When a player as talented as 6-foot-4 Jason Crowe Jr. produces that level of individual production for a winning Sentinels’ team, it’s nearly impossible to ignore when it comes to individual accolades. There are some other talented players in California, including two who played for the same team that won the CIF’s biggest prize, the CIF open state title, but how Crowe rose to his level of production and how Sierra Canyon emerged to play at the level necessary to dominate the open division needs to be analyzed when it comes to awarding the state’s biggest individual prize, which Cal-Hi Sports has been doing at the end of each season since 1980 and has honorees listed back more than 120 years based on research.
For the 2025-26 season, California Mr. Basketball basically came down to the Missouri-bound Crowe and two Sierra Canyon teammates — North Carolina-bound Maximo Adams and Michigan-bound Brandon McCoy Jr. – all three worthy candidates who received various forms of All-American acclaim. When it came down to each candidate, Crowe did enough from a team standpoint to accompany his record-shattering totals to earn the state’s most prestigious individual honor. Today, California’s all-time leading scorer by a wide margin has been honored as California Mr. Basketball State Player of the Year by Cal-Hi Sports.

Jason Crowe Jr. had high games of 56 and 54 points (twice) after he broke the state career scoring record. Photo: BallisLife.com.

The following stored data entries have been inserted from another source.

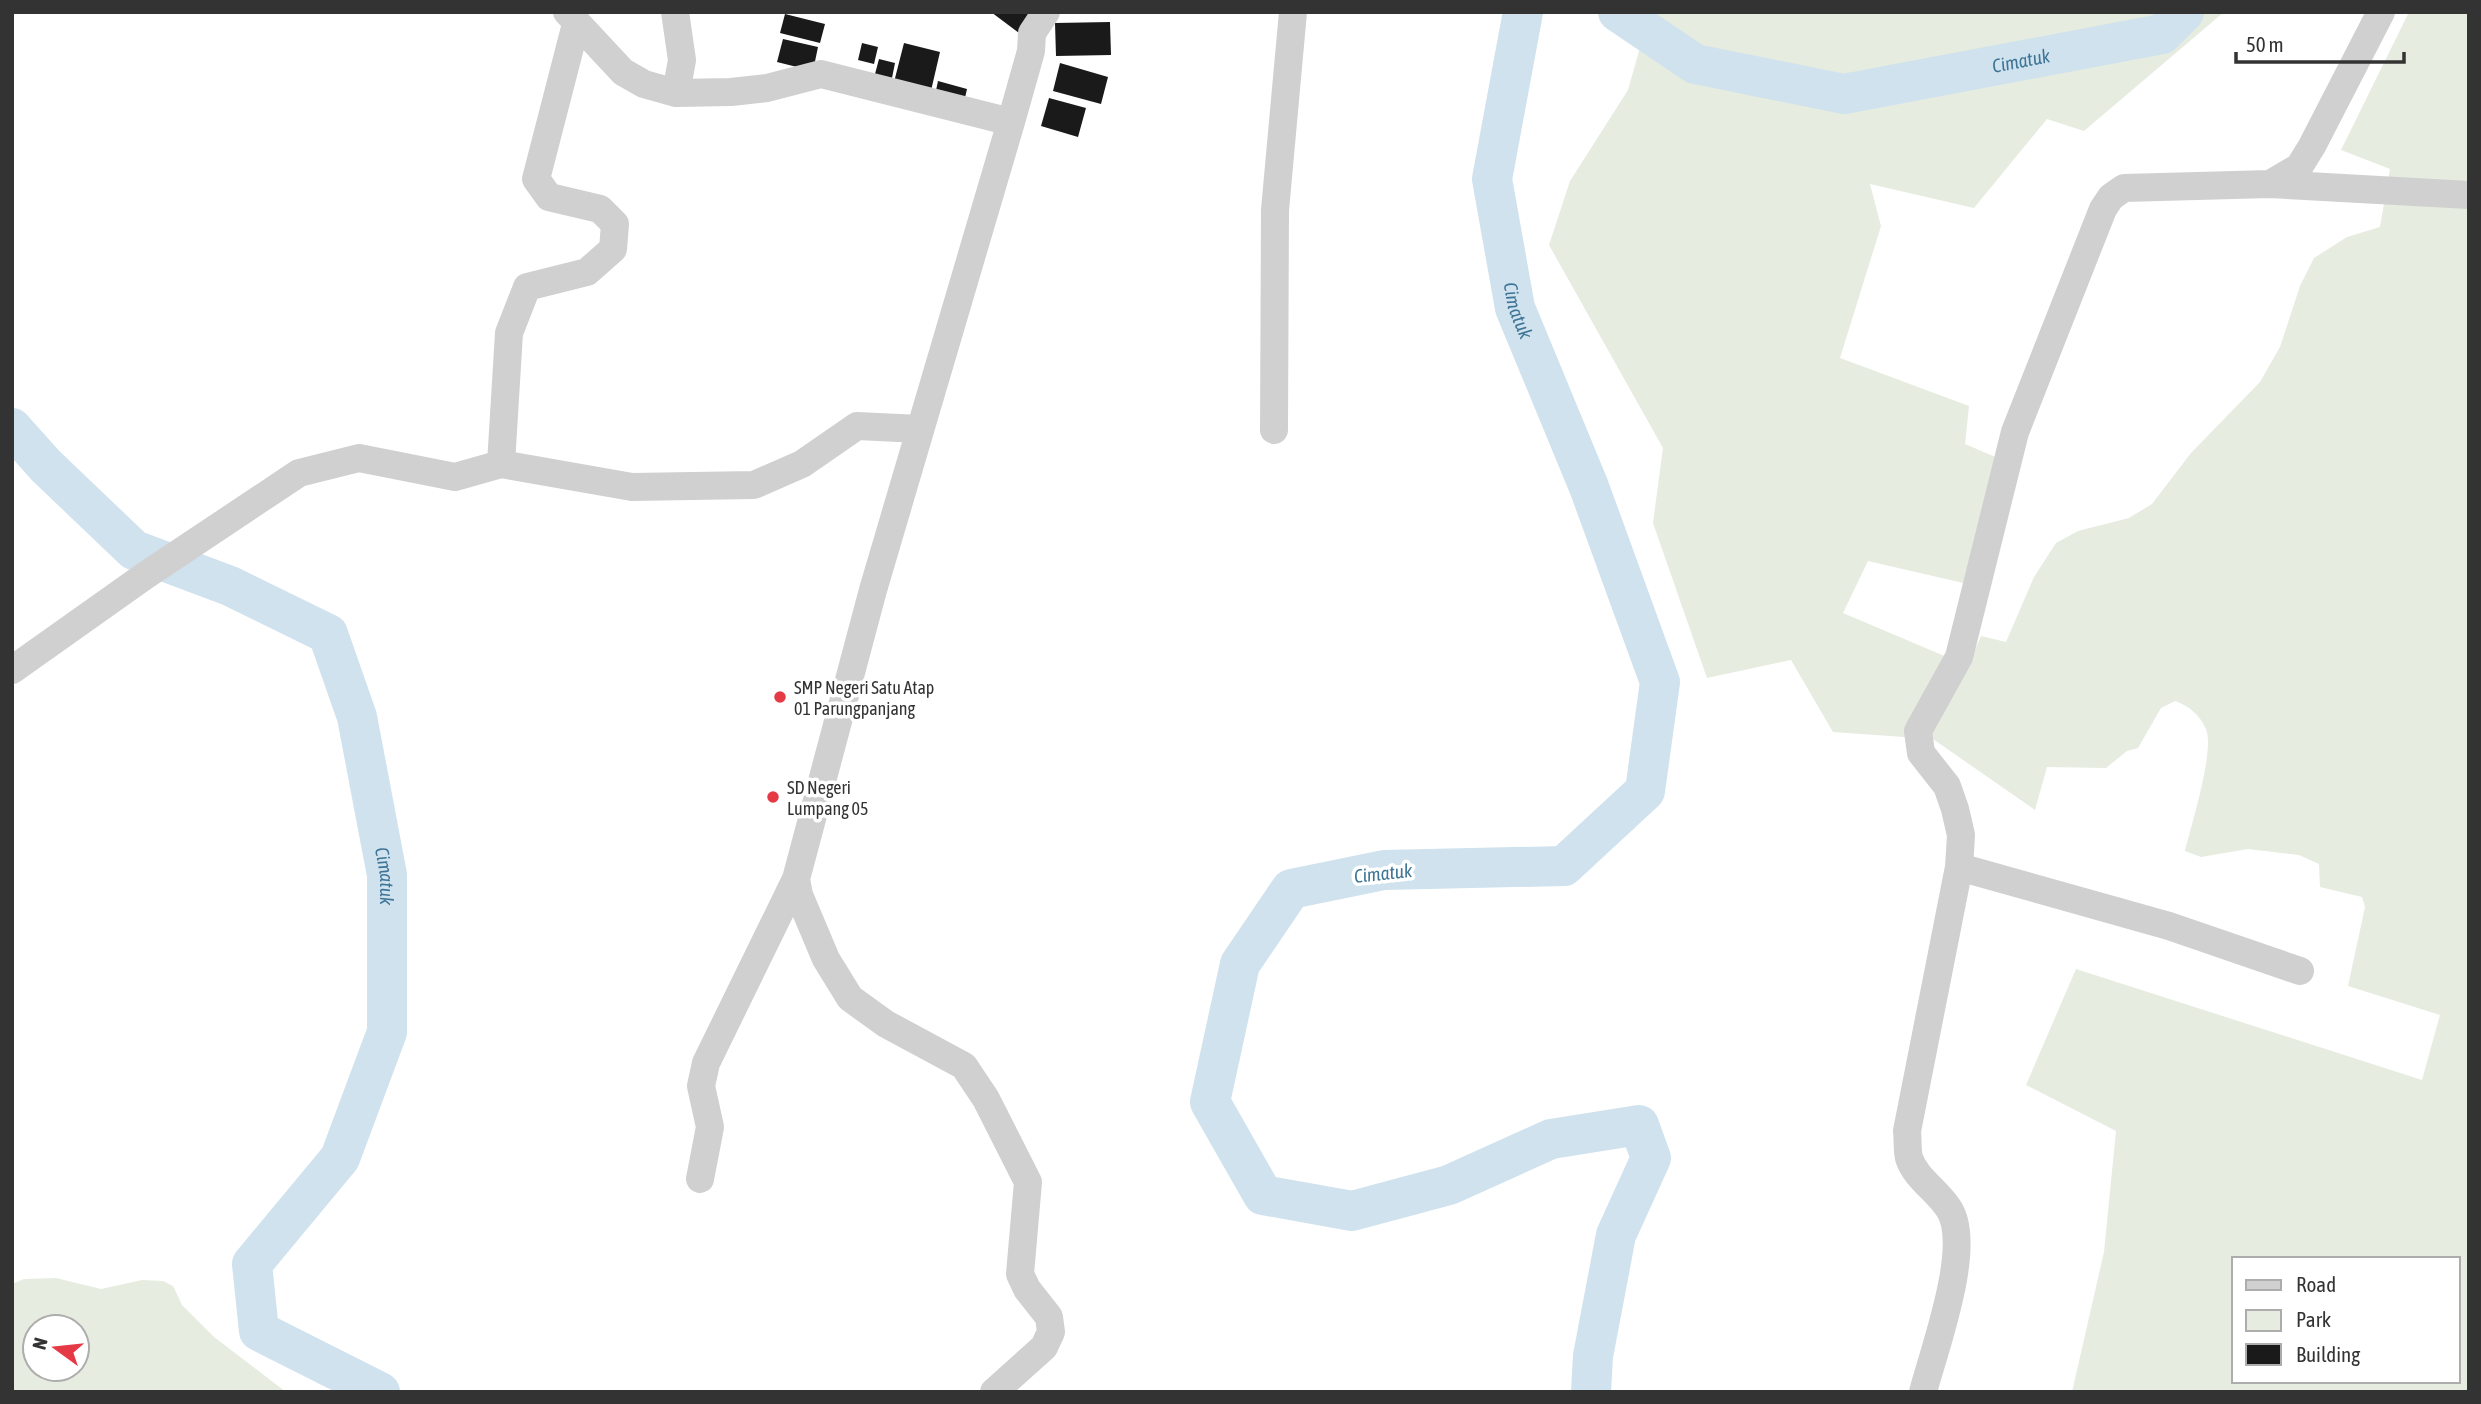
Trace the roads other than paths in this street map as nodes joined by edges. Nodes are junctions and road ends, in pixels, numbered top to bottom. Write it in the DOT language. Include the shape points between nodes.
graph roads {
  1 [pos="675,12"];
  2 [pos="1046,12"];
  3 [pos="1293,12"];
  4 [pos="2381,12"];
  5 [pos="572,18"];
  6 [pos="676,93"];
  7 [pos="1011,122"];
  8 [pos="2270,184"];
  9 [pos="2469,195"];
  10 [pos="920,429"];
  11 [pos="1274,429"];
  12 [pos="501,464"];
  13 [pos="12,670"];
  14 [pos="1959,867"];
  15 [pos="796,879"];
  16 [pos="2300,971"];
  17 [pos="700,1179"];
  18 [pos="994,1392"];
  19 [pos="1923,1392"];
  1 -- 6 [label="street" via="682,60"];
  2 -- 7 [label="street" via="1032,33"];
  3 -- 11 [label="street" via="1275,210"];
  4 -- 8 [label="street" via="2299,167"];
  5 -- 6 [label="street" via="623,72"];
  5 -- 12 [label="street" via="536,179 549,197 600,209 615,224 613,249 587,272 527,288 509,332"];
  6 -- 7 [label="street" via="755,89 821,74"];
  7 -- 10 [label="street"];
  8 -- 9 [label="street"];
  8 -- 14 [label="street" via="2124,188 2110,197 2103,209 2015,432 1959,657 1918,731 1921,753 1947,786 1955,809 1961,835"];
  10 -- 12 [label="street" via="857,426 802,464 754,485 632,487"];
  10 -- 15 [label="street"];
  12 -- 13 [label="street" via="455,477 359,458 299,473"];
  14 -- 16 [label="street" via="2169,926"];
  14 -- 19 [label="street" via="1907,1131 1909,1158 1950,1209 1957,1233 1956,1267"];
  15 -- 17 [label="street" via="705,1063 701,1086 710,1127"];
  15 -- 18 [label="street" via="826,959 850,998 886,1024 964,1066 1028,1182 1020,1274 1049,1317 1051,1332 1044,1347"];
}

“When I got the news I was on the way to Nike Hoop Summit practice and I was very excited,” Crowe Jr. told Cal-Hi Sports. “It is a great honor to be amongst the great names before me. The work I have done has paid off so far. I am motivated to work harder to improve my craft.”
Crowe put together one of the most statistically dominant seasons, and careers, in state history and still it was not an easy choice. Sierra Canyon, led by its two-headed monster, was far and away the state’s most dominant team and that factored into the decision similar to last season. Then the honoree from the state’s top team, Eastvale Roosevelt’s Brayden Burries,) was by far his team’s leading player and Burries was chosen over Yessoufou, the standout from Santa Maria St. Joseph who finished with 3,659 career points, then some 300 points more than Crowe’s total entering his senior season. The difference was Burries was clearly Roosevelt’s leading player whereas this year McCoy and Adams were fairly close. Both played extremely well and at times McCoy was more spectacular. If we were choosing between those two for the state’s top honor, we’d give the edge to McCoy, who was better in the major statistical categories between the two. Adams, however, was chosen L.A. Times Player of the Year and all-CIF Southern Section Open Division Player of the Year.
Crowe’s team didn’t make it to the CIFSS D1 final, and he wasn’t chosen all-CIFSS D1 Player of the Year, but it’s way too easy to go against local consensus this time around because of his obvious talents and individual dominance. Besides, when Sierra Canyon made it to the CIF Open final, they lost Adams early in the game to injury and still rolled to victory over NorCal’s best team, Salesion of Richmond, 78-70. Sierra Canyon’s complementary pieces were that good the entire season for a team that didn’t lose in-state.
“Every year brings a new challenge but every year the goal was to win a championship for the school I was at,” said Crowe Jr., who played his first two seasons at Lynwood. “It was never the plan to average the crazy amount of points that I averaged. I was always the type of player to do what it takes to win.”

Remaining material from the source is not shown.